*TASK PROMPT:*
Output the entire listing below exactly as it stands.
'''
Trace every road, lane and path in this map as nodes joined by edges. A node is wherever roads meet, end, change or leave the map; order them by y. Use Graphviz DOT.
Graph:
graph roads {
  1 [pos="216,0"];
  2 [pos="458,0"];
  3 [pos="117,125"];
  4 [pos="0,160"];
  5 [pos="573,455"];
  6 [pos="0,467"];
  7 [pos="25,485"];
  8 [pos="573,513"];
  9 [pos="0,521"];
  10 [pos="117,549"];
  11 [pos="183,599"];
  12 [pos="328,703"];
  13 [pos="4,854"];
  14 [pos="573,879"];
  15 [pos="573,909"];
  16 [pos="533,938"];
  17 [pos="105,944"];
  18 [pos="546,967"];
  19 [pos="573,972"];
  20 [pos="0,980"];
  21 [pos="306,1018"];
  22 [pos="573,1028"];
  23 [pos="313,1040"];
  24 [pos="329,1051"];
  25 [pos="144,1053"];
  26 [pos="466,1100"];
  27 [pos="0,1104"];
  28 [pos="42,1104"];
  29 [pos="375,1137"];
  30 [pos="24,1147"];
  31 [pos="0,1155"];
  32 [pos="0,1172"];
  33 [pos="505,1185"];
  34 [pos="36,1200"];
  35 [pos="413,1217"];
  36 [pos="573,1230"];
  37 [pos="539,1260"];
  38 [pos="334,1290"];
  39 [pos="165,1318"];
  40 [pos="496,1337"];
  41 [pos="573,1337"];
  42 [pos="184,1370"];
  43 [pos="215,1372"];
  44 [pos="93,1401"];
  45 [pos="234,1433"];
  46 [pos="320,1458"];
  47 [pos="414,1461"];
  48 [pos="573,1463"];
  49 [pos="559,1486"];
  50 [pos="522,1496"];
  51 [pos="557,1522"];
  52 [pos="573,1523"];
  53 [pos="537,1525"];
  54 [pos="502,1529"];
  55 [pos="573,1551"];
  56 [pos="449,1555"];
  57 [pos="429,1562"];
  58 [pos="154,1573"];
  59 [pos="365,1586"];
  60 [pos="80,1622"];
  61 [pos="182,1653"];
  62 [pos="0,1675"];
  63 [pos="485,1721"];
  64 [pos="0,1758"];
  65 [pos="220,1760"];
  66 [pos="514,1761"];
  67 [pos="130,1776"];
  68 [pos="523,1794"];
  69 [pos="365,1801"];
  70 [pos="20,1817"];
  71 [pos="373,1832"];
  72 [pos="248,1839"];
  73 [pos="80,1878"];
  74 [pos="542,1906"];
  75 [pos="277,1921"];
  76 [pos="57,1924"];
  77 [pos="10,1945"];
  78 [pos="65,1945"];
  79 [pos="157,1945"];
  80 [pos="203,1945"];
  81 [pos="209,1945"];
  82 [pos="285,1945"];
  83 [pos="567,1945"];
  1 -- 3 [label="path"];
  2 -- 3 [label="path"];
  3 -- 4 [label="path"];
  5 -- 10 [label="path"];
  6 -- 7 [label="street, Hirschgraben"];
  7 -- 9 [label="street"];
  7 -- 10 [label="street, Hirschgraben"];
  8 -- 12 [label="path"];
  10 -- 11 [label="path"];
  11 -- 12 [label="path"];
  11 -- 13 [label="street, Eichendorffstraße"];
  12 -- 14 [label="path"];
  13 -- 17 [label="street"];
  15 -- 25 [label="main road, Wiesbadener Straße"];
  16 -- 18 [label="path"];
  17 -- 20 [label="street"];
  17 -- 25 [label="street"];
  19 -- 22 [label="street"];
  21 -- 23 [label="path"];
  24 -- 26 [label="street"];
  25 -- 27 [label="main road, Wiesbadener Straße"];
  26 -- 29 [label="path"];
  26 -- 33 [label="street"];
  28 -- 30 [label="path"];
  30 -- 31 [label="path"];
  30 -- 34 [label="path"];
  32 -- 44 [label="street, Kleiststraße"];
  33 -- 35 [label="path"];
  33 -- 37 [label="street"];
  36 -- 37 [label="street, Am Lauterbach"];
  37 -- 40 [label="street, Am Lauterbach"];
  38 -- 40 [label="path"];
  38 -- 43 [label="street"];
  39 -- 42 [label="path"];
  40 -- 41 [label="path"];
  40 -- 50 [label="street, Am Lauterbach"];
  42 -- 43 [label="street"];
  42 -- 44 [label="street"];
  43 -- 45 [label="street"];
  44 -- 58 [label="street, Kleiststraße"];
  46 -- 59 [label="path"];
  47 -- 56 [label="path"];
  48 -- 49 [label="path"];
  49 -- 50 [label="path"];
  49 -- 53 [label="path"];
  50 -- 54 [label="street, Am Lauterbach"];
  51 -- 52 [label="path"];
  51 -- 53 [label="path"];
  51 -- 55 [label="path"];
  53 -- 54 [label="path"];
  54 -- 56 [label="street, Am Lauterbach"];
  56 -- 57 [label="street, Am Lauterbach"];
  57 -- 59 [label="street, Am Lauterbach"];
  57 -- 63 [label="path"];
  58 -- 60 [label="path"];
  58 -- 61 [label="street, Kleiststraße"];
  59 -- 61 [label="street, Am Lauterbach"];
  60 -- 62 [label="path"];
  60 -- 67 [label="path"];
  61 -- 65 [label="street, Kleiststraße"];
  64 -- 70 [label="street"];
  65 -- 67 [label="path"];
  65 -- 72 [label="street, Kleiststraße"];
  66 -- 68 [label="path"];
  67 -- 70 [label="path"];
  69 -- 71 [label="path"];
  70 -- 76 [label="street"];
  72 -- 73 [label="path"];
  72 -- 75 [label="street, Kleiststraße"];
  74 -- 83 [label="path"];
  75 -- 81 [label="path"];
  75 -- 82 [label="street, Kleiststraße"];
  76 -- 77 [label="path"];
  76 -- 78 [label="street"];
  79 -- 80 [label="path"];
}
'''
*YOUR SOLUTION:*
Trace every road, lane and path in this map as nodes joined by edges. A node is wherever roads meet, end, change or leave the map; order them by y. Use Graphviz DOT.
Graph:
graph roads {
  1 [pos="216,0"];
  2 [pos="458,0"];
  3 [pos="117,125"];
  4 [pos="0,160"];
  5 [pos="573,455"];
  6 [pos="0,467"];
  7 [pos="25,485"];
  8 [pos="573,513"];
  9 [pos="0,521"];
  10 [pos="117,549"];
  11 [pos="183,599"];
  12 [pos="328,703"];
  13 [pos="4,854"];
  14 [pos="573,879"];
  15 [pos="573,909"];
  16 [pos="533,938"];
  17 [pos="105,944"];
  18 [pos="546,967"];
  19 [pos="573,972"];
  20 [pos="0,980"];
  21 [pos="306,1018"];
  22 [pos="573,1028"];
  23 [pos="313,1040"];
  24 [pos="329,1051"];
  25 [pos="144,1053"];
  26 [pos="466,1100"];
  27 [pos="0,1104"];
  28 [pos="42,1104"];
  29 [pos="375,1137"];
  30 [pos="24,1147"];
  31 [pos="0,1155"];
  32 [pos="0,1172"];
  33 [pos="505,1185"];
  34 [pos="36,1200"];
  35 [pos="413,1217"];
  36 [pos="573,1230"];
  37 [pos="539,1260"];
  38 [pos="334,1290"];
  39 [pos="165,1318"];
  40 [pos="496,1337"];
  41 [pos="573,1337"];
  42 [pos="184,1370"];
  43 [pos="215,1372"];
  44 [pos="93,1401"];
  45 [pos="234,1433"];
  46 [pos="320,1458"];
  47 [pos="414,1461"];
  48 [pos="573,1463"];
  49 [pos="559,1486"];
  50 [pos="522,1496"];
  51 [pos="557,1522"];
  52 [pos="573,1523"];
  53 [pos="537,1525"];
  54 [pos="502,1529"];
  55 [pos="573,1551"];
  56 [pos="449,1555"];
  57 [pos="429,1562"];
  58 [pos="154,1573"];
  59 [pos="365,1586"];
  60 [pos="80,1622"];
  61 [pos="182,1653"];
  62 [pos="0,1675"];
  63 [pos="485,1721"];
  64 [pos="0,1758"];
  65 [pos="220,1760"];
  66 [pos="514,1761"];
  67 [pos="130,1776"];
  68 [pos="523,1794"];
  69 [pos="365,1801"];
  70 [pos="20,1817"];
  71 [pos="373,1832"];
  72 [pos="248,1839"];
  73 [pos="80,1878"];
  74 [pos="542,1906"];
  75 [pos="277,1921"];
  76 [pos="57,1924"];
  77 [pos="10,1945"];
  78 [pos="65,1945"];
  79 [pos="157,1945"];
  80 [pos="203,1945"];
  81 [pos="209,1945"];
  82 [pos="285,1945"];
  83 [pos="567,1945"];
  1 -- 3 [label="path"];
  2 -- 3 [label="path"];
  3 -- 4 [label="path"];
  5 -- 10 [label="path"];
  6 -- 7 [label="street, Hirschgraben"];
  7 -- 9 [label="street"];
  7 -- 10 [label="street, Hirschgraben"];
  8 -- 12 [label="path"];
  10 -- 11 [label="path"];
  11 -- 12 [label="path"];
  11 -- 13 [label="street, Eichendorffstraße"];
  12 -- 14 [label="path"];
  13 -- 17 [label="street"];
  15 -- 25 [label="main road, Wiesbadener Straße"];
  16 -- 18 [label="path"];
  17 -- 20 [label="street"];
  17 -- 25 [label="street"];
  19 -- 22 [label="street"];
  21 -- 23 [label="path"];
  24 -- 26 [label="street"];
  25 -- 27 [label="main road, Wiesbadener Straße"];
  26 -- 29 [label="path"];
  26 -- 33 [label="street"];
  28 -- 30 [label="path"];
  30 -- 31 [label="path"];
  30 -- 34 [label="path"];
  32 -- 44 [label="street, Kleiststraße"];
  33 -- 35 [label="path"];
  33 -- 37 [label="street"];
  36 -- 37 [label="street, Am Lauterbach"];
  37 -- 40 [label="street, Am Lauterbach"];
  38 -- 40 [label="path"];
  38 -- 43 [label="street"];
  39 -- 42 [label="path"];
  40 -- 41 [label="path"];
  40 -- 50 [label="street, Am Lauterbach"];
  42 -- 43 [label="street"];
  42 -- 44 [label="street"];
  43 -- 45 [label="street"];
  44 -- 58 [label="street, Kleiststraße"];
  46 -- 59 [label="path"];
  47 -- 56 [label="path"];
  48 -- 49 [label="path"];
  49 -- 50 [label="path"];
  49 -- 53 [label="path"];
  50 -- 54 [label="street, Am Lauterbach"];
  51 -- 52 [label="path"];
  51 -- 53 [label="path"];
  51 -- 55 [label="path"];
  53 -- 54 [label="path"];
  54 -- 56 [label="street, Am Lauterbach"];
  56 -- 57 [label="street, Am Lauterbach"];
  57 -- 59 [label="street, Am Lauterbach"];
  57 -- 63 [label="path"];
  58 -- 60 [label="path"];
  58 -- 61 [label="street, Kleiststraße"];
  59 -- 61 [label="street, Am Lauterbach"];
  60 -- 62 [label="path"];
  60 -- 67 [label="path"];
  61 -- 65 [label="street, Kleiststraße"];
  64 -- 70 [label="street"];
  65 -- 67 [label="path"];
  65 -- 72 [label="street, Kleiststraße"];
  66 -- 68 [label="path"];
  67 -- 70 [label="path"];
  69 -- 71 [label="path"];
  70 -- 76 [label="street"];
  72 -- 73 [label="path"];
  72 -- 75 [label="street, Kleiststraße"];
  74 -- 83 [label="path"];
  75 -- 81 [label="path"];
  75 -- 82 [label="street, Kleiststraße"];
  76 -- 77 [label="path"];
  76 -- 78 [label="street"];
  79 -- 80 [label="path"];
}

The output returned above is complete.